REQUIRED ACTION:
How many lines below contain the word "Meadowglen"? Answer with that number alone.

Saved data entries:
⁂

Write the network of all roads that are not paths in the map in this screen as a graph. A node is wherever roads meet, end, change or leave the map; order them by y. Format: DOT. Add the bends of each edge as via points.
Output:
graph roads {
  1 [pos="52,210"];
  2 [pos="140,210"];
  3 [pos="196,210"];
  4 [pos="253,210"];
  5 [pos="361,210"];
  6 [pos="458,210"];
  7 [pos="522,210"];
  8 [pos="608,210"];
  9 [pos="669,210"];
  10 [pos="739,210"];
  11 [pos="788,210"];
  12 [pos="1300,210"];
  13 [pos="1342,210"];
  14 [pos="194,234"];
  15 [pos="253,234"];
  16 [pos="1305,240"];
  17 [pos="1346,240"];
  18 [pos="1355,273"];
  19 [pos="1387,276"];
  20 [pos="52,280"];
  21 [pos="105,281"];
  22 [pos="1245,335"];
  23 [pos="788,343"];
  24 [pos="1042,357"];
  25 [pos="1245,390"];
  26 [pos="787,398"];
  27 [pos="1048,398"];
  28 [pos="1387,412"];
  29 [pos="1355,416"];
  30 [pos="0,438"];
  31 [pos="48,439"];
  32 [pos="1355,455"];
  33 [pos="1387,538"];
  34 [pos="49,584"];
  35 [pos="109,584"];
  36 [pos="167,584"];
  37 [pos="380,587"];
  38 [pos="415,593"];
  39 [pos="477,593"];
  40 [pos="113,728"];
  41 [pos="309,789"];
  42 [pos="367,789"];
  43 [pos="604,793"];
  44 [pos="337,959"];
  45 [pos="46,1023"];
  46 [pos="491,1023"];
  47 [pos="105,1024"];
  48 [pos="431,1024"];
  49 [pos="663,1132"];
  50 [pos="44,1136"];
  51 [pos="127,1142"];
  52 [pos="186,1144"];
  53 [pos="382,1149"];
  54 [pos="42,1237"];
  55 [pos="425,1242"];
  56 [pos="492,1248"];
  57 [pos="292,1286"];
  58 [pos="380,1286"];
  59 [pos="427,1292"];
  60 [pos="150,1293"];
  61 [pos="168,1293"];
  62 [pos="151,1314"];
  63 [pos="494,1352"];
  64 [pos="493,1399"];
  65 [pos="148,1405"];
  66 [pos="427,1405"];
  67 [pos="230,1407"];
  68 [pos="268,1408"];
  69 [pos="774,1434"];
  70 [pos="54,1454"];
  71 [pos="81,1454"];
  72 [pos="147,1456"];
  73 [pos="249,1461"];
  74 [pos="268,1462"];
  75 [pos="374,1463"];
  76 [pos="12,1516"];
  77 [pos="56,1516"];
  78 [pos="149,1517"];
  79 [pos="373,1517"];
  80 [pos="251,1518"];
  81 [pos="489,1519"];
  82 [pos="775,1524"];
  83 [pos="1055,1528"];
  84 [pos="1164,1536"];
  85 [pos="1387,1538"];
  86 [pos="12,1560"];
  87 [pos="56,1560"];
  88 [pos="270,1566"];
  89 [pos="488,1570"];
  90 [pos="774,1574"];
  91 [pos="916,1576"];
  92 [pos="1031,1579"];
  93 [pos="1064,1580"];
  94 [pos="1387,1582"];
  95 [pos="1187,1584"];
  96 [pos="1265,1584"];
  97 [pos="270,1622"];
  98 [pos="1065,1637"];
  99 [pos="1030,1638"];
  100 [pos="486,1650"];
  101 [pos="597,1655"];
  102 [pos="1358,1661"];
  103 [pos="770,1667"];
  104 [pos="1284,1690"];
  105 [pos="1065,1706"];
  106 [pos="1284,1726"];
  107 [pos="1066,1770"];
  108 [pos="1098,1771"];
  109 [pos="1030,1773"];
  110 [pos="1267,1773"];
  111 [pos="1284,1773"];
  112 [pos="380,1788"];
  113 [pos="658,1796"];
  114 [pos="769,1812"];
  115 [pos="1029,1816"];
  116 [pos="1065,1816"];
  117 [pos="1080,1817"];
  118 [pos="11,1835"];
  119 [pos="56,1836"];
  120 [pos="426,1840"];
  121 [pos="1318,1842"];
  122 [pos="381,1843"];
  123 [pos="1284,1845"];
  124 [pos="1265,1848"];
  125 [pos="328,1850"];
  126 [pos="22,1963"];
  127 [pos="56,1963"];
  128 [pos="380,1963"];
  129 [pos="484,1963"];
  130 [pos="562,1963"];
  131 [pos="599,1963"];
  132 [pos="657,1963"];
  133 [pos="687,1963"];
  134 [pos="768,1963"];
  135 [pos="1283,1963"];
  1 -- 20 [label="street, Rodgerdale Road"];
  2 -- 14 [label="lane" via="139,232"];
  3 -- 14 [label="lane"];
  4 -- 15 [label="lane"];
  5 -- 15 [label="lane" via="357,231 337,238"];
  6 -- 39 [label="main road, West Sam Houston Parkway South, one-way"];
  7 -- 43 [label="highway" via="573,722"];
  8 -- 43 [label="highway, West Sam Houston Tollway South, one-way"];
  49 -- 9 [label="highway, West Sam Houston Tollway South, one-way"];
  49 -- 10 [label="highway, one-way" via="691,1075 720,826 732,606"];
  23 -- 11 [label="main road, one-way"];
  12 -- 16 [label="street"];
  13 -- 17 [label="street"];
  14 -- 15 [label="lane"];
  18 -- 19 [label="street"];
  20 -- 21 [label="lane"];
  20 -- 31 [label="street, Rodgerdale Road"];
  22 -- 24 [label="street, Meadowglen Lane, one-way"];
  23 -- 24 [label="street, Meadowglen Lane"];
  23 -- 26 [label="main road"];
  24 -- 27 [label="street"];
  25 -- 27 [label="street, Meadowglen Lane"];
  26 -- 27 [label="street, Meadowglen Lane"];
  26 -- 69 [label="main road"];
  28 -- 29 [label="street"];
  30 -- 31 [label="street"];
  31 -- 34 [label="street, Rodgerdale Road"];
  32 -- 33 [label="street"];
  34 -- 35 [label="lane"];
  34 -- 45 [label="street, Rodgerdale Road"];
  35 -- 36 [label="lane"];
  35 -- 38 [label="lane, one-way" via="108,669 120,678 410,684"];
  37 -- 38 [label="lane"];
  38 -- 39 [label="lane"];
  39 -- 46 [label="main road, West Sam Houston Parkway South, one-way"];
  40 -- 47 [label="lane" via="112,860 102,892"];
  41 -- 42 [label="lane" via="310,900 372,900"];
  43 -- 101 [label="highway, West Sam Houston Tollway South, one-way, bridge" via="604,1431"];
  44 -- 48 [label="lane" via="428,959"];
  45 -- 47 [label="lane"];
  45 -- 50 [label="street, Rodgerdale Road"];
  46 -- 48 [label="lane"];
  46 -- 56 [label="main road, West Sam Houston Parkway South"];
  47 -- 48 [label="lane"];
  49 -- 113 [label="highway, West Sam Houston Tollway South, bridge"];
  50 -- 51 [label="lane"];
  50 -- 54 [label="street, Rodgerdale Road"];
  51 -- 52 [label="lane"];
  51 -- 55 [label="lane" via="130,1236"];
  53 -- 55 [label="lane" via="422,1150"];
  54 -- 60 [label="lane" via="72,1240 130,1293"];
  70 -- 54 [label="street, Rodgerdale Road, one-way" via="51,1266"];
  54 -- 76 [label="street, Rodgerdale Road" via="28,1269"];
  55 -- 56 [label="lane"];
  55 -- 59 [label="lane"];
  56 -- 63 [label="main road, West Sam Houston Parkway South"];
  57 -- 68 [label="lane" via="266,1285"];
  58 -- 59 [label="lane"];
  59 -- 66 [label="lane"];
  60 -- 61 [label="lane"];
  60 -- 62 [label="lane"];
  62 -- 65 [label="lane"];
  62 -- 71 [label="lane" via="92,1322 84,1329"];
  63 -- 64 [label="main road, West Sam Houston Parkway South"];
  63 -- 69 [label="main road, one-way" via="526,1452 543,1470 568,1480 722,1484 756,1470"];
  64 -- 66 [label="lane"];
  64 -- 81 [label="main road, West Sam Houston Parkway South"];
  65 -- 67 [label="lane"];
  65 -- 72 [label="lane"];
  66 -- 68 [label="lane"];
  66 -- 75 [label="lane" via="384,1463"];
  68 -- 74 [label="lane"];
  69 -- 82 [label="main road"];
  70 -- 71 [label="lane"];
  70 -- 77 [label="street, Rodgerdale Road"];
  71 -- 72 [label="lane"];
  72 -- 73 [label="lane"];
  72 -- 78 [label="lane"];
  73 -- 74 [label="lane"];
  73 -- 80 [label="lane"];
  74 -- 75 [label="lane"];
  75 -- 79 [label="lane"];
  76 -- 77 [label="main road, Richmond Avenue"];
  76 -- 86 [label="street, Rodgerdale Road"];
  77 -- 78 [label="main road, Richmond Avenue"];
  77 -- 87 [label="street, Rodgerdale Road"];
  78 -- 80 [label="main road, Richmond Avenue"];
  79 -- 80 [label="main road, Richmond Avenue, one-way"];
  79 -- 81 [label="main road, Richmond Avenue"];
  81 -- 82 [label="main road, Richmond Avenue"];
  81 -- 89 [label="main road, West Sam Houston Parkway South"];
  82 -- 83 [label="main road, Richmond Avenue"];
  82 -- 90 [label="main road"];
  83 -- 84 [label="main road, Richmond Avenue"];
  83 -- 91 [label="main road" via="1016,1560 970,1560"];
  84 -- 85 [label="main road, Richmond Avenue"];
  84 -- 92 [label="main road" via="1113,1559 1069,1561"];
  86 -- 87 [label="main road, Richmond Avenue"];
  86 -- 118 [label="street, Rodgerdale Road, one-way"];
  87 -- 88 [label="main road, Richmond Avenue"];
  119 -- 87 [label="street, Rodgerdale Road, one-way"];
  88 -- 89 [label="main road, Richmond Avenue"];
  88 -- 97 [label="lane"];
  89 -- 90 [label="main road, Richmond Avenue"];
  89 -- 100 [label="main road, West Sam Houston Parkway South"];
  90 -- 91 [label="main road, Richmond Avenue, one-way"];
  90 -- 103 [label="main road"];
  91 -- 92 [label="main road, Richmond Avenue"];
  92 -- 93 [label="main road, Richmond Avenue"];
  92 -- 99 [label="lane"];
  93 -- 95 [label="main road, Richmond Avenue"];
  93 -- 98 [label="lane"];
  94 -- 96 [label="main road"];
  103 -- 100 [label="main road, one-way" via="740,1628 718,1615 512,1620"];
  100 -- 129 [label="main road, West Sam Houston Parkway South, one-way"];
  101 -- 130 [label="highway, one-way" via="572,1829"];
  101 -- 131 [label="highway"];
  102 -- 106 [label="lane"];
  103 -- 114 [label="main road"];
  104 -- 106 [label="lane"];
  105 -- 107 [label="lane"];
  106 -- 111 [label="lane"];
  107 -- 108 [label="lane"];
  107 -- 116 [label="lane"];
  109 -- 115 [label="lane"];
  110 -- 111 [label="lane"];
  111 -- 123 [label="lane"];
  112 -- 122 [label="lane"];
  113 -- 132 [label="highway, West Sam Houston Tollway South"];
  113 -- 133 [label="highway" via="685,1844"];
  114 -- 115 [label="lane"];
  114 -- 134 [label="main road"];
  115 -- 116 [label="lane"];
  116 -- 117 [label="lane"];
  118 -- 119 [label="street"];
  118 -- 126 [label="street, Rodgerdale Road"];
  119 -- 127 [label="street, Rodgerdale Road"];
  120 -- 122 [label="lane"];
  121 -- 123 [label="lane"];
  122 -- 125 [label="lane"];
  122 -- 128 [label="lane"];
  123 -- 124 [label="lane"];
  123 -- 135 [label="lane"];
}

⁂

SOLUTION TO THIS EXERCISE:
4